Predicting the Interestingness of Videos

A Computational Approach



Figure 1: Two example clips. The left one is considered more interesting.

Overview

The amount of videos available on the Web is growing explosively. While some videos are very interesting and receive high rating from viewers, many of them are less interesting or even boring. The measure of interestingness of videos can be used to improve user satisfaction in many applications. For example, in Web video search, for the videos with similar relevancy to a query, it would be good to rank the more interesting ones higher. Similarly this measure is also useful in video recommendation, where users will certainly be more satisfied and as a result the stickiness of a video-sharing website will be largely improved if the recommended videos are interesting and attractive.

In this project, we conduct a pilot study on the understanding of human perception of video interestingness, and demonstrate a simple computational method to identify more interesting videos. To this end we first construct two datasets of Flickr and YouTube videos respectively. Human judgements of interestingness are collected and used as the ground-truth for training computational models. We evaluate several off-the-shelf visual and audio features that are potentially useful for predicting interestingness on both datasets. 

Related Publication:

Yu-Gang Jiang, Yanran Wang, Rui Feng, Xiangyang Xue, Yingbin Zheng, Hanfang Yang, Understanding and Predicting Interestingness of Videos, The 27th AAAI Conference on Artificial Intelligence (AAAI), Bellevue, Washington, USA, Jul. 2013.


Datasets

To facilitate the study we need benchmark datasets with ground-truth interestingness labels. Since there is no such kind of dataset publicly available, we collected two new datasets. The first dataset (1,200 videos) was collected from Flickr, which has a criterion called "interestingness" to rank its search results. The second dataset (420 videos) was collected from YouTube, which does not have similar ranking criteria so we hired 10 human annotators to provide intestingness ratings of the videos.

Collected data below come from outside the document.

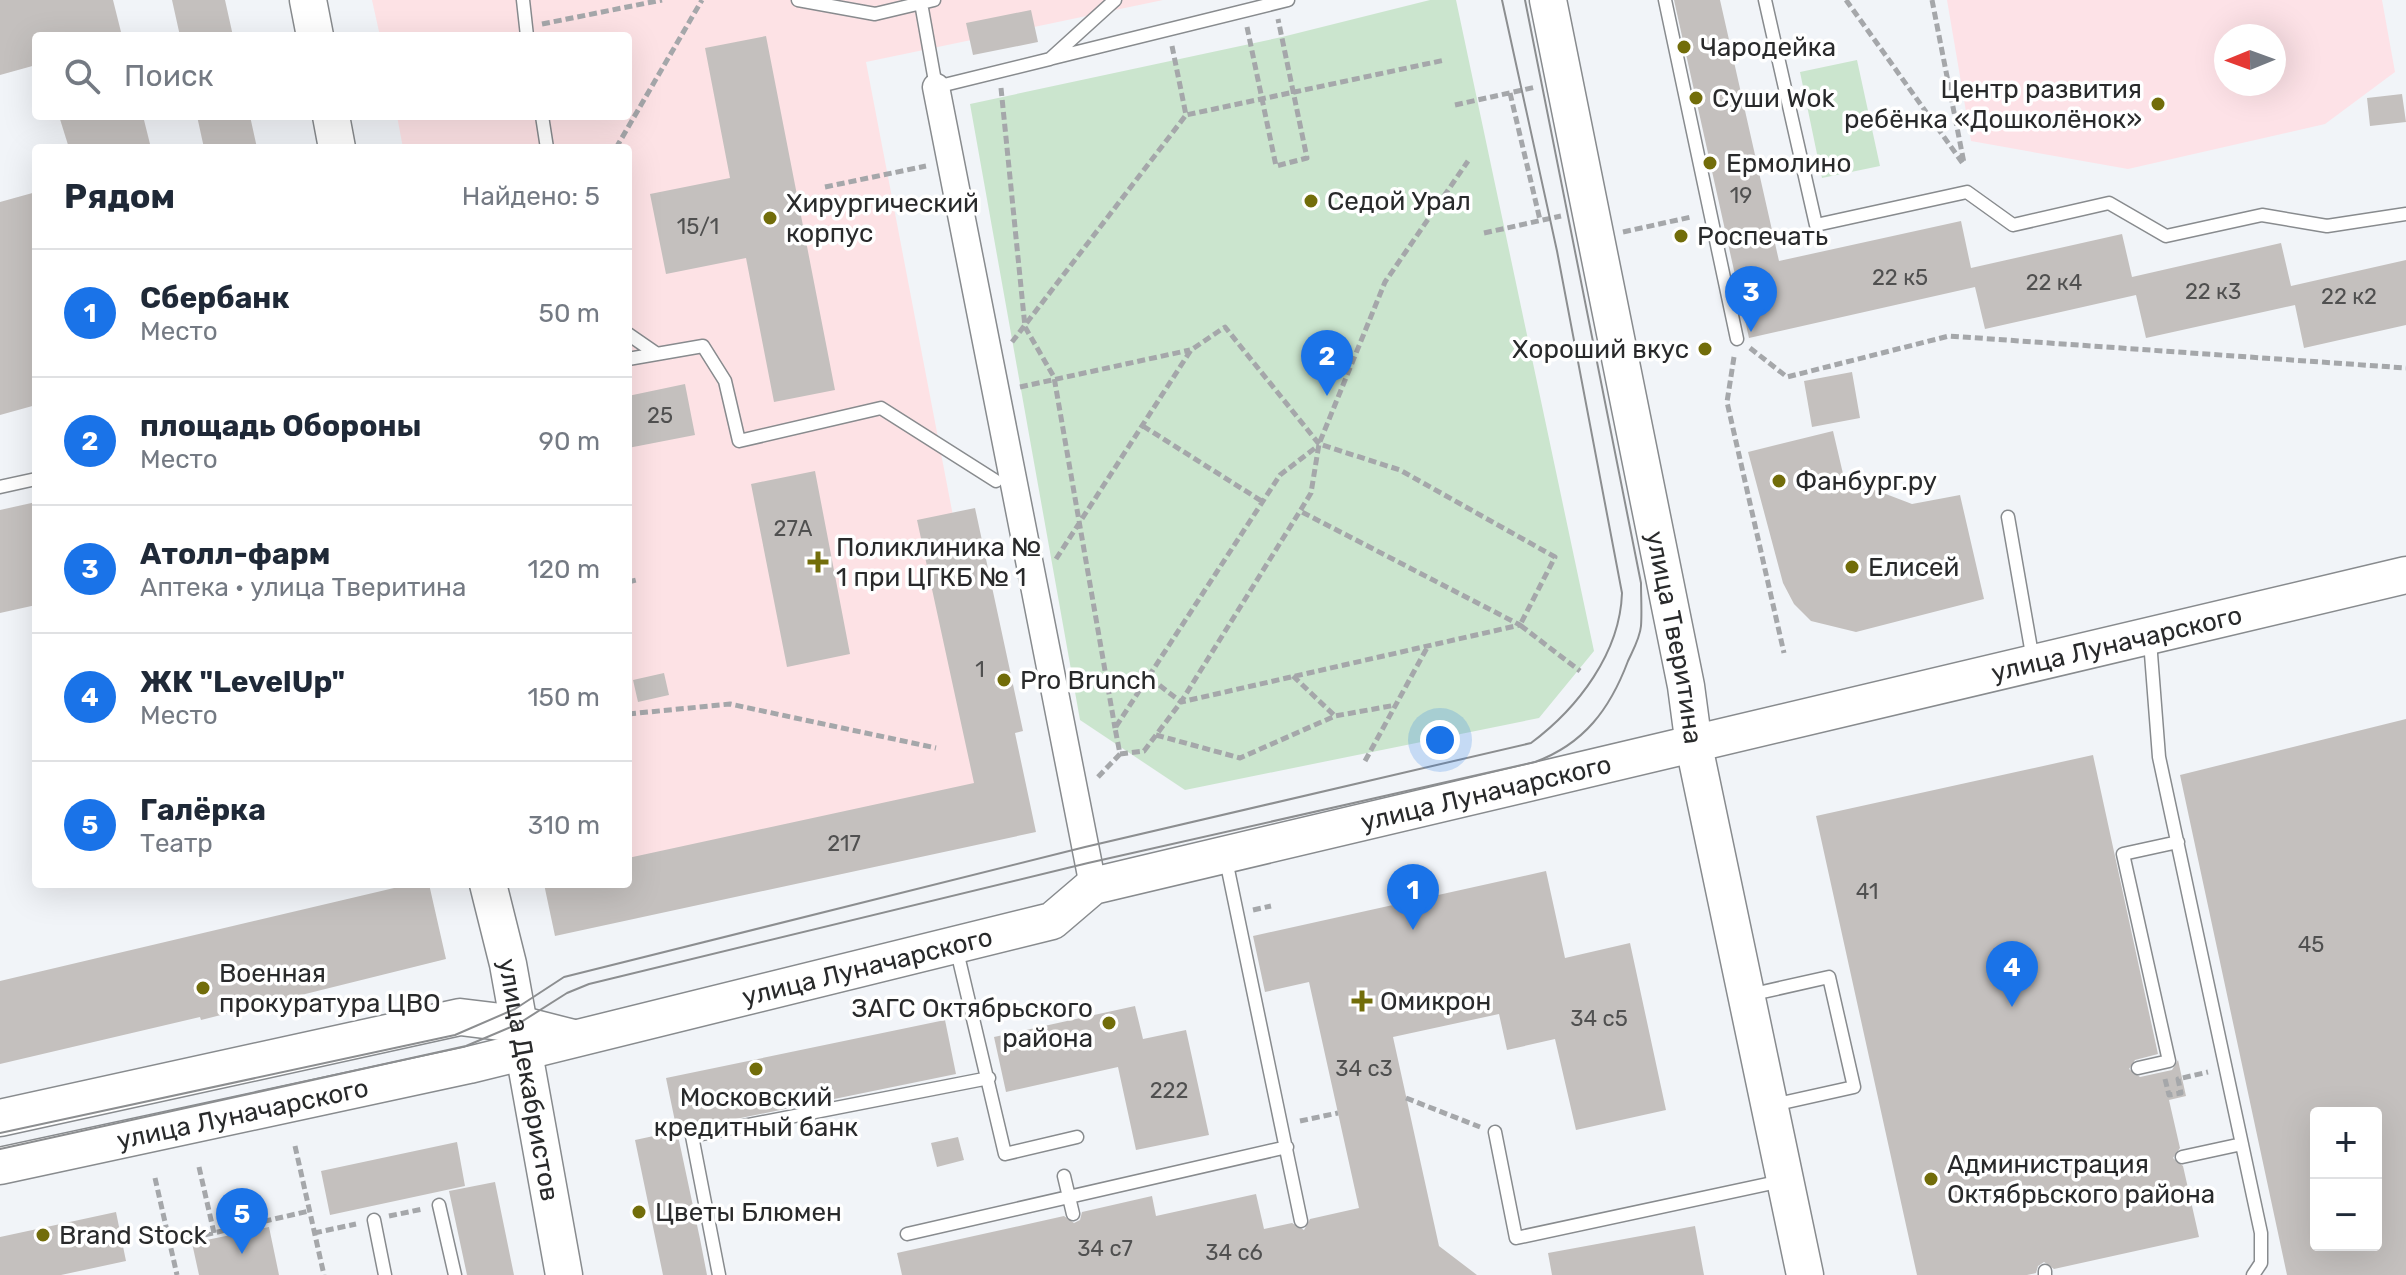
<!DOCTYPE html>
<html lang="ru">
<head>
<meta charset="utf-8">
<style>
  :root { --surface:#fff; --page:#f2f2f3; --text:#1f2937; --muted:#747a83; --line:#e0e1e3; --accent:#1a73e8 }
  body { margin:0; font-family:Rubik,sans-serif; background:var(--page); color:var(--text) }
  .controls { position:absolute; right:24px; bottom:24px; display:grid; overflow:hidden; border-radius:8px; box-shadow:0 8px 32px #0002 }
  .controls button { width:72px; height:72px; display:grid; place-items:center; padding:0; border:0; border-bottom:2px solid var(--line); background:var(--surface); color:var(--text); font:40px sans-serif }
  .compass { position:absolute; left:2214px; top:24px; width:72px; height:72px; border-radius:50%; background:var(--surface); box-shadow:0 8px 32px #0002; rotate:269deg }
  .you { position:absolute; left:1440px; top:740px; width:28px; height:28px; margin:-20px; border:6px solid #fff; border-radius:50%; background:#1a73e8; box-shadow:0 0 0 12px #1a73e833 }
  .badge { display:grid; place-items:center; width:52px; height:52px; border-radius:50%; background:var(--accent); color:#fff; font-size:26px; font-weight:700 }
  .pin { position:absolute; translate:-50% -66px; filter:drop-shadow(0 2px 4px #0008) }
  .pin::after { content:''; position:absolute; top:42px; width:28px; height:24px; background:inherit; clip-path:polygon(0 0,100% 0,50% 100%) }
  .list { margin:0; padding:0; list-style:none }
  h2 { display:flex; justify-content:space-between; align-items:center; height:104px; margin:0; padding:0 32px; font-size:34px }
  h2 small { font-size:26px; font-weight:400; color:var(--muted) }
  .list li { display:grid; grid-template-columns:52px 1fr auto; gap:24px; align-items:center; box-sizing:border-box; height:128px; padding:0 32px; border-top:2px solid var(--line) }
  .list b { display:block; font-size:30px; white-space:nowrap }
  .list p { margin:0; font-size:26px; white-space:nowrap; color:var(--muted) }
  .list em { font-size:26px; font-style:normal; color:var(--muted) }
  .icon { flex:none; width:44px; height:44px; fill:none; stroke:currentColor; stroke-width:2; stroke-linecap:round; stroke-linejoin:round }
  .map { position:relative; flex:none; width:2406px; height:1275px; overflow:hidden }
  .search { position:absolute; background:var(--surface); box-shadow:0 8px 32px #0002; left:32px; top:32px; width:600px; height:88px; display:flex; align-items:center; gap:20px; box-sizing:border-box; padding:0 28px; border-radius:8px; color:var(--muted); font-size:30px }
  .panel { position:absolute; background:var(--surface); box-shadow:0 8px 32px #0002; left:32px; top:144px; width:600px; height:744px; border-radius:8px }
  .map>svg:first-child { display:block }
  .commercial { fill:#fde2e5 }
  .education { fill:#fde2e7; fill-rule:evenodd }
  .green { fill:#cbe5ce }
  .building { fill:#c4c0be; fill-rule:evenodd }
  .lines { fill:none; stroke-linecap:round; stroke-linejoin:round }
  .lane-casing { stroke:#888b8e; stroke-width:15 }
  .street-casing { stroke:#888b8e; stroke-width:29 }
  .secondary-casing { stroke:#888b8e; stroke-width:39 }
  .path { stroke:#a5a7aa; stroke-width:5; stroke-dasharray:8 4; stroke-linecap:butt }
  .lane { stroke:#fff; stroke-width:12 }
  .street { stroke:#fff; stroke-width:26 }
  .secondary { stroke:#fff; stroke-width:36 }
  .tram { stroke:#8c8e90; stroke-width:2 }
  .poi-dot { fill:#726d0a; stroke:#fff; stroke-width:3 }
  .labels { text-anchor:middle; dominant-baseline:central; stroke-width:7; stroke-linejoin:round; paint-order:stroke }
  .number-label { font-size:22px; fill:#505050 }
  .poi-label { font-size:26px; fill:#292a2b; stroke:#fff; text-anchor:start }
  .street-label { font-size:26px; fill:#292a2b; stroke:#fff }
</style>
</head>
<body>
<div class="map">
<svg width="2406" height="1275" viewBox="0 0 2406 1275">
  <rect width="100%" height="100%" fill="#f1f4f8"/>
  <path class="commercial" d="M 372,0 L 1163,0 L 866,62 L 1009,808 L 628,884 L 628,148 L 403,148 L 397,116 L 628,116 L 628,36 L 380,36 Z"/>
  <path class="education" d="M 1947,0 L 2382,0 L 2395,72 L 2325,124 L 2128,169 L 1971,141 ZM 2226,36 L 2274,36 L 2274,84 L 2226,84 Z"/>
  <path class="green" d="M 1430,0 L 1456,0 L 1594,651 L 1539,718 L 1185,790 L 1080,720 L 970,104 L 1282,37 Z
    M 1857,60 L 1880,166 L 1822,178 L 1800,72 Z"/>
  <path class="building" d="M 0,0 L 113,0 L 122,36 L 36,36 L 36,65 L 0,75 Z
    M 172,0 L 225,0 L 233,36 L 180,36 Z
    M 1674,0 L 1720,0 L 1779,261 L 1961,221 L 1971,268 L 2122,234 L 2132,277 L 2281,243 L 2291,286 L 2406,260 L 2406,325 L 2304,348 L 2295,305 L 2146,338 L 2136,295 L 1985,329 L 1975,287 L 1749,338 Z
    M 1031,10 L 1038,42 L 973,55 L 966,23 Z
    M 766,36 L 835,390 L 774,402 L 746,258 L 666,274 L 650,194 L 730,178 L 705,48 Z
    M 2402,94 L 2406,122 L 2370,126 L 2367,98 Z
    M 59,116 L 143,116 L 151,148 L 69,148 Z
    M 197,116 L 250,116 L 257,148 L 204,148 Z
    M 36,192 L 36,405 L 0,415 L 0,202 Z
    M 1852,372 L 1860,418 L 1812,427 L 1804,381 Z
    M 685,384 L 695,435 L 628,448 L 628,396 Z
    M 1833,431 L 1844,478 L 1912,504 L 1960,495 L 1984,599 L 1856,632 L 1811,621 L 1794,604 L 1783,583 L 1748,452 Z
    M 815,471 L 850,654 L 787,667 L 751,484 Z
    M 36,502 L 36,605 L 0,613 L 0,510 Z
    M 975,508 L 1023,731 L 1015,733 L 1036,832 L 555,936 L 544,884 L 628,884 L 628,858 L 974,783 L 917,520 Z
    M 664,673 L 669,695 L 638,702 L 633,680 Z
    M 2406,719 L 2406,1275 L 2287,1275 L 2180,775 ZM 2316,1113 L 2376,1113 L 2376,1245 L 2316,1245 Z
    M 2093,755 L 2158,1054 L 2135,1060 L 2129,1069 L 2140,1077 L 2172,1070 L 2178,1060 L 2135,866 L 2186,1096 L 2169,1100 L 2180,1148 L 2173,1158 L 2183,1166 L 2199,1237 L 2054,1269 L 2044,1262 L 2038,1266 L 2036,1273 L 2027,1275 L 1917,1275 L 1816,816 Z
    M 1546,871 L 1565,958 L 1630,943 L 1666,1110 L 1576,1130 L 1555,1039 L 1507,1050 L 1499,1014 L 1393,1037 L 1439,1246 L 1477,1275 L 902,1275 L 897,1253 L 1064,1216 L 1074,1223 L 1080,1220 L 1082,1212 L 1152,1196 L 1156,1216 L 1256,1194 L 1264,1229 L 1292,1223 L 1304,1230 L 1310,1219 L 1359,1208 L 1309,982 L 1265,992 L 1253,936 Z
    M 411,884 L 429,884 L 446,959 L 201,1020 L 200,1017 L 0,1064 L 0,981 Z
    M 1135,1006 L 1143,1039 L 1186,1030 L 1209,1135 L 1136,1150 L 1118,1067 L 1006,1092 L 994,1037 Z
    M 945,1020 L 956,1074 L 677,1131 L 666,1078 Z
    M 677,1131 L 700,1239 L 707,1275 L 663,1275 L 635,1140 Z
    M 958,1137 L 964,1160 L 937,1167 L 931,1143 Z
    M 457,1142 L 465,1186 L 330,1215 L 321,1171 Z
    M 495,1182 L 514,1275 L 467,1275 L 449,1191 Z
    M 116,1212 L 126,1261 L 61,1275 L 0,1275 L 0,1237 Z
    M 1695,1226 L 1704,1275 L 1552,1275 L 1548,1253 Z
    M 269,1227 L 279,1275 L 199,1275 L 192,1243 Z"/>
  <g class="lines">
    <g class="lane-casing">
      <path id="lane" d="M 523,0 L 527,36
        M 798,0 L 875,14 L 934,0
        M 1665,0 L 1737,339
        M 1765,0 L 1816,225 L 1967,192 L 2013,225 L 2109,203 L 2166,236 L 2262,215 L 2327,226 L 2406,214
        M 921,3 L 936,87 L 1050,59 L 1115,0
        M 1053,58 L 1288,0
        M 542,116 L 547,148
        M 628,334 L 657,354
        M 628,359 L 703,346 L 725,381 L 739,441 L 881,408 L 996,481
        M 0,487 L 36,479
        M 2008,517 L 2033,660
        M 2150,641 L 2159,757 L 2261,1233 L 2261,1263 L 2253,1275
        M 1226,860 L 1301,1221
        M 956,947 L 1005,1154 L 1077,1137
        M 1749,995 L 1829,977 L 1854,1087 L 1773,1105
        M 2138,1068 L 2169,1061 L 2123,854 L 2178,842
        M 1495,1132 L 1516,1238 L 1782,1181
        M 2182,1157 L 2242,1144
        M 1064,1176 L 1073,1214
        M 439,1205 L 455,1275
        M 374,1220 L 385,1275
        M 907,1234 L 1287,1147
        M 2045,1271 L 2045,1275
        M 719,1275 L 692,1136 L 989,1078"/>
    </g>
    <g class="street-casing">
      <path id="street" d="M 936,87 L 1093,886"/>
    </g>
    <g class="secondary-casing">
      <g id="secondary">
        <path d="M 308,0 L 315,36"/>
        <path id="s1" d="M 1548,0 L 1686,686 L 1694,746 L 1805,1275"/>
        <path d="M 331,116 L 337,148"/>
        <path id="s2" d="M 488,884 L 508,964 L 564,1275"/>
        <path d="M 0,1118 L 460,1017 L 518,1024 L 573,1038"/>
        <path id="s3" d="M 0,1166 L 469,1065 L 1052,921 L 1093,886 L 2406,575"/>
      </g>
    </g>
    <path class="path" d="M 1846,0 L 1964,165
      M 1932,0 L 1964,163
      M 542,24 L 662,0
      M 1247,27 L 1276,166 L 1307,158 L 1278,19
      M 1172,46 L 1186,115 L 1445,60
      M 1001,88 L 1025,327 L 1054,377 L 1115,728
      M 1510,93 L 1540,220
      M 1455,105 L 1536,87
      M 616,148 L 702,0
      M 825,187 L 926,166
      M 1623,232 L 1691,217
      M 1484,233 L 1561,216
      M 1012,342 L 1186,115
      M 1750,348 L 1787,377 L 1949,336 L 2406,368
      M 1734,357 L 1727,402 L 1784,653
      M 1020,387 L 1190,350
      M 1143,426 L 1263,502
      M 1056,559 L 1191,350 L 1225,327 L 1319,444 L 1400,470 L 1555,557 L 1520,625 L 1580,671
      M 628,582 L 636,580
      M 1293,676 L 1335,716
      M 1150,678 L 1181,702 L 1520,625 L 1300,511
      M 628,714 L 730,704 L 936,748
      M 1156,735 L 1240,758 L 1335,716 L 1396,705
      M 1120,754 L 1144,751 L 1181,702 L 1300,511 L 1311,493 L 1319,444 L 1385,282 L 1468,161
      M 1365,761 L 1428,646
      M 1098,777 L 1120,754 L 1115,728 L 1280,475 L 1319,445
      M 1253,910 L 1271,906
      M 2165,1079 L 2169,1095 L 2181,1093 L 2178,1079 L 2208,1072
      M 1406,1098 L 1480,1127
      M 1300,1121 L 1338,1113
      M 295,1146 L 324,1275
      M 199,1167 L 214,1233
      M 155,1178 L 177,1275
      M 389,1216 L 423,1209
      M 314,1233 L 356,1224
      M 170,1243 L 309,1211"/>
    <use href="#lane" class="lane"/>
    <use href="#street" class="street"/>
    <use href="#secondary" class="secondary"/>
    <path class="tram" d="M 0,1133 L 455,1035 L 515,1009 L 564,977 L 1085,847 L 1531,743 C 1578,708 1620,653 1622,593 L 1557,251 L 1502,0
      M 0,1149 L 466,1046 L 518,1024 L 567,993 L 589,984 L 1088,863 L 1535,762 C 1584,744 1610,709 1628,661 C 1633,650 1640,638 1641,626 C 1642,612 1641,597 1641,583 L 1525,0"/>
  </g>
  <g class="poi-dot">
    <circle cx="1684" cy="47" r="8"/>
    <circle cx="1696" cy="98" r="8"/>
    <circle cx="2158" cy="104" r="8"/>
    <circle cx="1710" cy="163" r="8"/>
    <circle cx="1311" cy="201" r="8"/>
    <circle cx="770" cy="218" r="8"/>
    <circle cx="1681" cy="236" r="8"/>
    <circle cx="1705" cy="349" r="8"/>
    <circle cx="1779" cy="481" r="8"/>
    <path d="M814 550h8v8h8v8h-8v8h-8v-8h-8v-8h8z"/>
    <circle cx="1852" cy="567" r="8"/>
    <circle cx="1004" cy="680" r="8"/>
    <circle cx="203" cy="988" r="8"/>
    <path d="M1358 989h8v8h8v8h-8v8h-8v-8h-8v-8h8z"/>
    <circle cx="1109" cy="1023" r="8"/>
    <circle cx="756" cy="1069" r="8"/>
    <circle cx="1931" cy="1179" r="8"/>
    <circle cx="639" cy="1212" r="8"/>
    <circle cx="43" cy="1235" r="8"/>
  </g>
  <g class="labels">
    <g class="number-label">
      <text x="1741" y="195">19</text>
      <text x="698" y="226">15/1</text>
      <text x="1900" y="277">22 к5</text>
      <text x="2054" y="282">22 к4</text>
      <text x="2213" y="291">22 к3</text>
      <text x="2349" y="296">22 к2</text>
      <text x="660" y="415">25</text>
      <text x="793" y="528">27А</text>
      <text x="980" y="669">1</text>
      <text x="844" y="843">217</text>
      <text x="1867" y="891">41</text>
      <text x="2311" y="944">45</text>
      <text x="1599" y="1018">34 с5</text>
      <text x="1364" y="1068">34 с3</text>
      <text x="1169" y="1090">222</text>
      <text x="1105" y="1248">34 с7</text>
      <text x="1234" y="1252">34 с6</text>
    </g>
    <g class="poi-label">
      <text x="1700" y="47">Чародейка</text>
      <text x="2142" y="89" text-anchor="end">Центр развития<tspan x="2142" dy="30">ребёнка «Дошколёнок»</tspan></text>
      <text x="1712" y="98">Суши Wok</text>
      <text x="1726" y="163">Ермолино</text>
      <text x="1327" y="201">Седой Урал</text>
      <text x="786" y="203">Хирургический<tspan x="786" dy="30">корпус</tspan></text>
      <text x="1697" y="236">Роспечать</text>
      <text x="1689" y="349" text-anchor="end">Хороший вкус</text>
      <text x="1795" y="481">Фанбург.ру</text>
      <text x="836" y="547">Поликлиника №<tspan x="836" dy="30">1 при ЦГКБ № 1</tspan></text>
      <text x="1868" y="567">Елисей</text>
      <text x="1020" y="680">Pro Brunch</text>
      <text x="219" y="973">Военная<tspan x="219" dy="30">прокуратура ЦВО</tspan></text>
      <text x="1380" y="1001">Омикрон</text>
      <text x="1093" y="1008" text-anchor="end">ЗАГС Октябрьского<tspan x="1093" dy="30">района</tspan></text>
      <text x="756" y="1097" text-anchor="middle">Московский<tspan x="756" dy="30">кредитный банк</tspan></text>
      <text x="1947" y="1164">Администрация<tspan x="1947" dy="30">Октябрьского района</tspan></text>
      <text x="655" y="1212">Цветы Блюмен</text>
      <text x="59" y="1235">Brand Stock</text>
    </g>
    <g class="street-label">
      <text stroke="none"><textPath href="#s1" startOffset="650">улица Тверитина</textPath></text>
      <text stroke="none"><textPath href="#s3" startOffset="2186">улица Луначарского</textPath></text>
      <text stroke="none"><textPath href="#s3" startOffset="1538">улица Луначарского</textPath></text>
      <text stroke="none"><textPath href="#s3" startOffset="890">улица Луначарского</textPath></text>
      <text stroke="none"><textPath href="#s2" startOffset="200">улица Декабристов</textPath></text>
      <text stroke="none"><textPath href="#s3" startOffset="248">улица Луначарского</textPath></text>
    </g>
  </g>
</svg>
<div class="controls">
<button>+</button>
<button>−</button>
</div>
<svg class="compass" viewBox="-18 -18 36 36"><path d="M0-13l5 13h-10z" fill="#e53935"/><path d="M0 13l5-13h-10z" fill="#747a83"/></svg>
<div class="you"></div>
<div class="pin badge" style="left:1413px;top:930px">1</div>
<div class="pin badge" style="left:1327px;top:396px">2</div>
<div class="pin badge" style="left:1751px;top:332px">3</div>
<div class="pin badge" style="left:2012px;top:1007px">4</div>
<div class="pin badge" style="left:242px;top:1254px">5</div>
<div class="search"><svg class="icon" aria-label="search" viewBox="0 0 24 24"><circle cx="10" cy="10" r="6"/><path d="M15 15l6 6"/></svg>Поиск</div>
<section class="panel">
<h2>Рядом<small>Найдено: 5</small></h2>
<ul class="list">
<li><span class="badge">1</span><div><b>Сбербанк</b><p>Место</p></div><em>50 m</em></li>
<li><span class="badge">2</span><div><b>площадь Обороны</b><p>Место</p></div><em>90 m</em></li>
<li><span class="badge">3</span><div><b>Атолл-фарм</b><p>Аптека · улица Тверитина</p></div><em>120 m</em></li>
<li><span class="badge">4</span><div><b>ЖК &quot;LevelUp&quot;</b><p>Место</p></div><em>150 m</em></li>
<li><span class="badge">5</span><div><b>Галёрка</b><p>Театр</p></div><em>310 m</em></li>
</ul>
</section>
</div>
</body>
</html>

Click here to download the dataset (~7.3GB in total).
Note: People who download this dataset must agree that 1) the use of the data is restricted to research purpose only, and that 2) The authors of the above AAAI'13 paper, and the Fudan University, make no warranties regarding this dataset, such as (not limited to) non-infringement.


Computational Approach


We designed and implemented a computational system to compare the interestingness levels of videos, using a large variety of features such as visual SIFT, audio MFCC, and attribute ObjectBank. Given two videos, the computational system is able to automatically predict which one is more interesting. The prediction framework and some representative results are shown in the following figure. Overall, we observed very promising results on both datasets. For more details, please refer to our AAAI 2013 paper.

     

Figure 2: The prediction framework of our computational system (Left), and a subset of the prediction results (Right). Visual, audio, and attribute-based features are all useful, and the combination of multimodal features can lead to further improvements. See more details in the paper.